> **Exercise aim**
Every record below should be printed exactly, except for the pictures.

Dataset entries:
----------
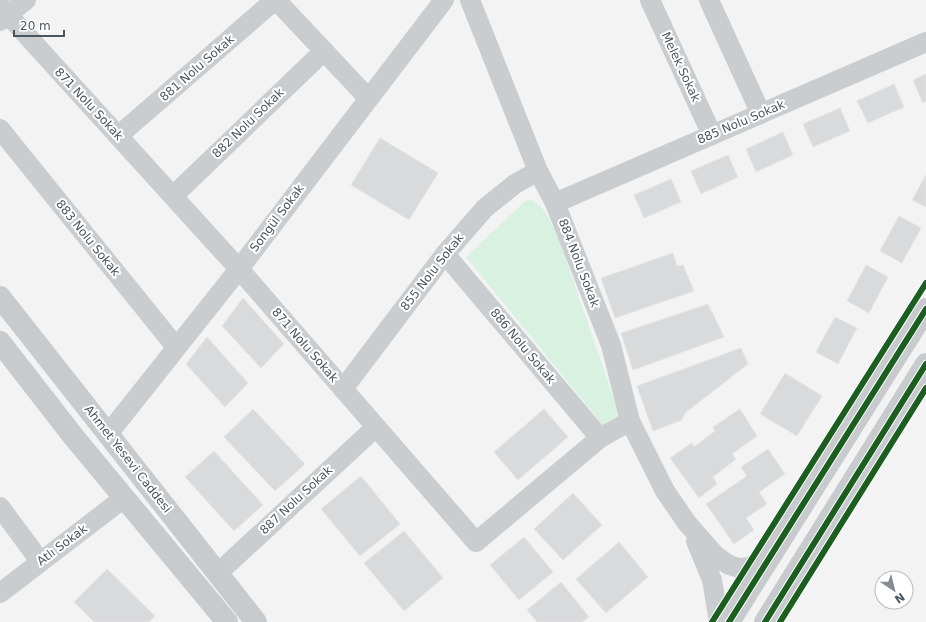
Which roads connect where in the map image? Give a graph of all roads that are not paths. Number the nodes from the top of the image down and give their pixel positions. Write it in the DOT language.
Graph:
graph roads {
  1 [pos="26,0"];
  2 [pos="276,0"];
  3 [pos="470,0"];
  4 [pos="650,0"];
  5 [pos="709,0"];
  6 [pos="435,3"];
  7 [pos="2,14"];
  8 [pos="926,42"];
  9 [pos="324,51"];
  10 [pos="368,98"];
  11 [pos="761,114"];
  12 [pos="0,129"];
  13 [pos="712,135"];
  14 [pos="118,136"];
  15 [pos="538,171"];
  16 [pos="173,196"];
  17 [pos="555,202"];
  18 [pos="445,254"];
  19 [pos="239,269"];
  20 [pos="0,297"];
  21 [pos="926,309"];
  22 [pos="0,342"];
  23 [pos="176,347"];
  24 [pos="926,364"];
  25 [pos="343,389"];
  26 [pos="630,421"];
  27 [pos="376,427"];
  28 [pos="108,434"];
  29 [pos="600,438"];
  30 [pos="124,498"];
  31 [pos="0,507"];
  32 [pos="687,523"];
  33 [pos="774,551"];
  34 [pos="40,561"];
  35 [pos="217,574"];
  36 [pos="0,593"];
  37 [pos="227,622"];
  38 [pos="256,622"];
  39 [pos="719,622"];
  40 [pos="729,622"];
  41 [pos="765,622"];
  1 -- 7 [label="street"];
  2 -- 9 [label="street, 881 Nolu Sokak"];
  2 -- 14 [label="street, 881 Nolu Sokak"];
  3 -- 15 [label="street, 884 Nolu Sokak"];
  4 -- 13 [label="street, Melek Sokak"];
  5 -- 11 [label="street"];
  6 -- 10 [label="street, Songül Sokak"];
  7 -- 14 [label="street, 871 Nolu Sokak"];
  8 -- 11 [label="street, 885 Nolu Sokak"];
  9 -- 10 [label="street, 881 Nolu Sokak"];
  9 -- 16 [label="street, 882 Nolu Sokak"];
  10 -- 19 [label="street, Songül Sokak"];
  11 -- 13 [label="street, 885 Nolu Sokak"];
  12 -- 23 [label="street, 883 Nolu Sokak"];
  13 -- 17 [label="street, 885 Nolu Sokak"];
  14 -- 16 [label="street, 871 Nolu Sokak"];
  15 -- 17 [label="street, 884 Nolu Sokak"];
  15 -- 18 [label="street, 855 Nolu Sokak"];
  16 -- 19 [label="street, 871 Nolu Sokak"];
  17 -- 26 [label="street, 884 Nolu Sokak"];
  18 -- 25 [label="street, 855 Nolu Sokak"];
  18 -- 29 [label="street, 886 Nolu Sokak"];
  19 -- 23 [label="street, Songül Sokak"];
  19 -- 25 [label="street, 871 Nolu Sokak"];
  20 -- 28 [label="main road, Ahmet Yesevi Caddesi"];
  21 -- 33 [label="main road"];
  22 -- 30 [label="main road"];
  23 -- 28 [label="street, Songül Sokak"];
  24 -- 41 [label="main road"];
  25 -- 27 [label="street, 871 Nolu Sokak"];
  26 -- 29 [label="street, 871 Nolu Sokak"];
  26 -- 32 [label="street, 884 Nolu Sokak"];
  27 -- 29 [label="street, 871 Nolu Sokak"];
  27 -- 35 [label="street, 887 Nolu Sokak"];
  28 -- 35 [label="main road, Ahmet Yesevi Caddesi"];
  30 -- 34 [label="street, Atlı Sokak"];
  30 -- 37 [label="main road"];
  31 -- 34 [label="street"];
  32 -- 33 [label="street"];
  32 -- 39 [label="street"];
  33 -- 40 [label="main road"];
  34 -- 36 [label="street, Atlı Sokak"];
  35 -- 38 [label="main road, Ahmet Yesevi Caddesi"];
}
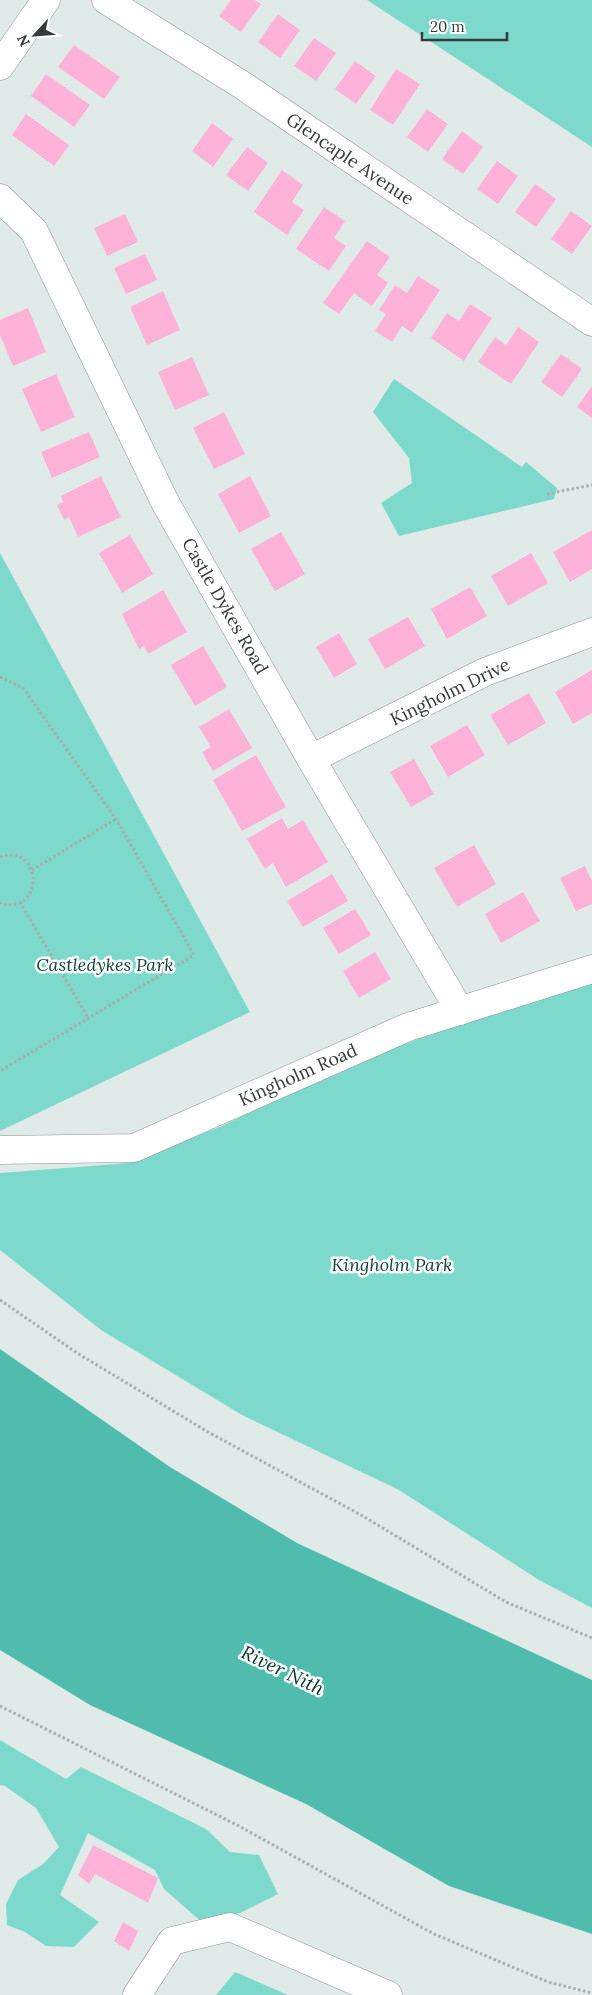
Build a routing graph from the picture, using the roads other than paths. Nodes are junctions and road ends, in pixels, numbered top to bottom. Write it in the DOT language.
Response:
graph roads {
  1 [pos="46,0"];
  2 [pos="106,0"];
  3 [pos="0,66"];
  4 [pos="0,198"];
  5 [pos="592,322"];
  6 [pos="592,632"];
  7 [pos="311,759"];
  8 [pos="592,969"];
  9 [pos="460,1011"];
  10 [pos="0,1150"];
  11 [pos="137,1995"];
  12 [pos="388,1995"];
  1 -- 3 [label="street"];
  2 -- 5 [label="street, Glencaple Avenue"];
  4 -- 7 [label="street, Castle Dykes Road"];
  6 -- 7 [label="street, Kingholm Drive"];
  7 -- 9 [label="street, Castle Dykes Road"];
  8 -- 9 [label="street, Kingholm Road"];
  9 -- 10 [label="street, Kingholm Road"];
  11 -- 12 [label="street"];
}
----------
> **Exercise output**
Which roads connect where in the map image? Give a graph of all roads that are not paths. Number the nodes from the top of the image down and give their pixel positions. Write it in the DOT language.
Graph:
graph roads {
  1 [pos="26,0"];
  2 [pos="276,0"];
  3 [pos="470,0"];
  4 [pos="650,0"];
  5 [pos="709,0"];
  6 [pos="435,3"];
  7 [pos="2,14"];
  8 [pos="926,42"];
  9 [pos="324,51"];
  10 [pos="368,98"];
  11 [pos="761,114"];
  12 [pos="0,129"];
  13 [pos="712,135"];
  14 [pos="118,136"];
  15 [pos="538,171"];
  16 [pos="173,196"];
  17 [pos="555,202"];
  18 [pos="445,254"];
  19 [pos="239,269"];
  20 [pos="0,297"];
  21 [pos="926,309"];
  22 [pos="0,342"];
  23 [pos="176,347"];
  24 [pos="926,364"];
  25 [pos="343,389"];
  26 [pos="630,421"];
  27 [pos="376,427"];
  28 [pos="108,434"];
  29 [pos="600,438"];
  30 [pos="124,498"];
  31 [pos="0,507"];
  32 [pos="687,523"];
  33 [pos="774,551"];
  34 [pos="40,561"];
  35 [pos="217,574"];
  36 [pos="0,593"];
  37 [pos="227,622"];
  38 [pos="256,622"];
  39 [pos="719,622"];
  40 [pos="729,622"];
  41 [pos="765,622"];
  1 -- 7 [label="street"];
  2 -- 9 [label="street, 881 Nolu Sokak"];
  2 -- 14 [label="street, 881 Nolu Sokak"];
  3 -- 15 [label="street, 884 Nolu Sokak"];
  4 -- 13 [label="street, Melek Sokak"];
  5 -- 11 [label="street"];
  6 -- 10 [label="street, Songül Sokak"];
  7 -- 14 [label="street, 871 Nolu Sokak"];
  8 -- 11 [label="street, 885 Nolu Sokak"];
  9 -- 10 [label="street, 881 Nolu Sokak"];
  9 -- 16 [label="street, 882 Nolu Sokak"];
  10 -- 19 [label="street, Songül Sokak"];
  11 -- 13 [label="street, 885 Nolu Sokak"];
  12 -- 23 [label="street, 883 Nolu Sokak"];
  13 -- 17 [label="street, 885 Nolu Sokak"];
  14 -- 16 [label="street, 871 Nolu Sokak"];
  15 -- 17 [label="street, 884 Nolu Sokak"];
  15 -- 18 [label="street, 855 Nolu Sokak"];
  16 -- 19 [label="street, 871 Nolu Sokak"];
  17 -- 26 [label="street, 884 Nolu Sokak"];
  18 -- 25 [label="street, 855 Nolu Sokak"];
  18 -- 29 [label="street, 886 Nolu Sokak"];
  19 -- 23 [label="street, Songül Sokak"];
  19 -- 25 [label="street, 871 Nolu Sokak"];
  20 -- 28 [label="main road, Ahmet Yesevi Caddesi"];
  21 -- 33 [label="main road"];
  22 -- 30 [label="main road"];
  23 -- 28 [label="street, Songül Sokak"];
  24 -- 41 [label="main road"];
  25 -- 27 [label="street, 871 Nolu Sokak"];
  26 -- 29 [label="street, 871 Nolu Sokak"];
  26 -- 32 [label="street, 884 Nolu Sokak"];
  27 -- 29 [label="street, 871 Nolu Sokak"];
  27 -- 35 [label="street, 887 Nolu Sokak"];
  28 -- 35 [label="main road, Ahmet Yesevi Caddesi"];
  30 -- 34 [label="street, Atlı Sokak"];
  30 -- 37 [label="main road"];
  31 -- 34 [label="street"];
  32 -- 33 [label="street"];
  32 -- 39 [label="street"];
  33 -- 40 [label="main road"];
  34 -- 36 [label="street, Atlı Sokak"];
  35 -- 38 [label="main road, Ahmet Yesevi Caddesi"];
}
Build a routing graph from the picture, using the roads other than paths. Nodes are junctions and road ends, in pixels, numbered top to bottom. Write it in the DOT language.
Response:
graph roads {
  1 [pos="46,0"];
  2 [pos="106,0"];
  3 [pos="0,66"];
  4 [pos="0,198"];
  5 [pos="592,322"];
  6 [pos="592,632"];
  7 [pos="311,759"];
  8 [pos="592,969"];
  9 [pos="460,1011"];
  10 [pos="0,1150"];
  11 [pos="137,1995"];
  12 [pos="388,1995"];
  1 -- 3 [label="street"];
  2 -- 5 [label="street, Glencaple Avenue"];
  4 -- 7 [label="street, Castle Dykes Road"];
  6 -- 7 [label="street, Kingholm Drive"];
  7 -- 9 [label="street, Castle Dykes Road"];
  8 -- 9 [label="street, Kingholm Road"];
  9 -- 10 [label="street, Kingholm Road"];
  11 -- 12 [label="street"];
}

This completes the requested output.